Dynamic Deep Markov Model

I am trying to use the DMM code and modify it to my requirement. Trying to do the following things:

  1. Number of time steps are different for each sample (sequence)
  2. At each time step, z_{t} generates not a single vector but a sequence of vectors. The number of vectors that the latent code z_{t} generates is not fixed.

I came up with the following generative model that matches my requirements. I was wondering if anyone can comment on the inference in such a model. Would the guide for DMM work in this case as well? Can I write my model in a different way so as to make inference possible?

def next_state(t, z_prev, transitiion_function):
    z_mu, z_sigma = transitiion_function(z_prev)
    z_t = pyro.sample('z_{}'.format(t), dist.normal, z_mu, z_sigma)
    return z_t

def generate_sequence(z_t, emit, pointer, bias_coin):
    hidden = z_t
    data = emit.initInput()
    ps = []
    flip = Variable(torch.Tensor([1]))
    while flip.data[0]==1 and pointer <= len(sequence)-1:
        hidden, out = emit(data, hidden)
        ps.append(out.data)
        data = out
        # pyro.sample('flip_{}'.format(pointer), dist.bernoulli, bias_coin)?
        flip = dist.bernoulli(bias_coin)
        pointer = pointer + 1
        
    ps = Variable(torch.stack(ps, dim=1))
        
    return ps, pointer
    

def model(sequences):
    z_dim = 100
    transition_dim = 100
    data_dim = 39
    emission_dim = 100
    trans = GatedTransition(z_dim, transition_dim)
    emit = Emitter_RNN(data_dim, z_dim, emission_dim)
    z_0 = nn.Parameter(torch.zeros(100))
    z_prev = z_0 
    bias_coin = Variable(torch.Tensor([0.5]))
    
    for i in range(len(sequences)):
        sequence = sequences[i]  
        pointer = 0
        t = 0
        while pointer <= len(sequence)-1:
            t = t + 1
            z_t = next_state(t, z_prev, trans)
            ps, pointer = generate_sequence(z_t, emit, pointer, bias_coin)
            pyro.sample('obs_{}'.format(t), dist.bernoulli, ps)
            z_prev = z_t

PS: the flip statement in the generate_sequence is making the while loop stochastic.
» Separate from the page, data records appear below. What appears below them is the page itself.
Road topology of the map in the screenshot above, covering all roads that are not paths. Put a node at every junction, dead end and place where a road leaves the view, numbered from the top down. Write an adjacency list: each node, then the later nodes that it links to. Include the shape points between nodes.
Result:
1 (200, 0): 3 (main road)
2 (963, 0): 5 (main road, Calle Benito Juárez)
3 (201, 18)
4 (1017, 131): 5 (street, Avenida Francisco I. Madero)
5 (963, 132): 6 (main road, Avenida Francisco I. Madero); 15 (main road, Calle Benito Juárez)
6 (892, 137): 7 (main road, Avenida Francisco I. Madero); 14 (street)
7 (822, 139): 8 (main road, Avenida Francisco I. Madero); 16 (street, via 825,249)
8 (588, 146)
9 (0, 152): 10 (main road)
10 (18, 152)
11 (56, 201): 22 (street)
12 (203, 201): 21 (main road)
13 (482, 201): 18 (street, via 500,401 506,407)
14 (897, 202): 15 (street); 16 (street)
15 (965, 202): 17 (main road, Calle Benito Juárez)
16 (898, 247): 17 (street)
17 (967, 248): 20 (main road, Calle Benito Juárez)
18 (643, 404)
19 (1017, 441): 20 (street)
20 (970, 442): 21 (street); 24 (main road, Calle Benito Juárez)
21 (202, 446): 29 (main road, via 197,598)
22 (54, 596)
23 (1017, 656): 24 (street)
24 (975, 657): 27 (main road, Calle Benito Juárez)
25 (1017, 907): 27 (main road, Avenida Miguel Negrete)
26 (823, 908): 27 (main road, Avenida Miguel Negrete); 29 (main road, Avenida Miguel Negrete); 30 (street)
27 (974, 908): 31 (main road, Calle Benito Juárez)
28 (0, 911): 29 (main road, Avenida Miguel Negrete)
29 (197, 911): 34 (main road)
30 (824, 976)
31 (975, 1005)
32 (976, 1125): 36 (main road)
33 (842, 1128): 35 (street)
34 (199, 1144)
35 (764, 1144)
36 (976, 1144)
I am generating latent states as long as the sequence exists.

Thanks for any insights regarding inference in this model.

hello,

i’m not exactly clear on what you’re doing, but statements like

flip = dist.bernoulli(bias_coin)

without an explicitly named random variable will prevent you from being able to do correct SVI. some generalization of the DMM guide (take a look at the AIR example) should in principle work, although as always, the stochastic optimization problem might be quite difficult.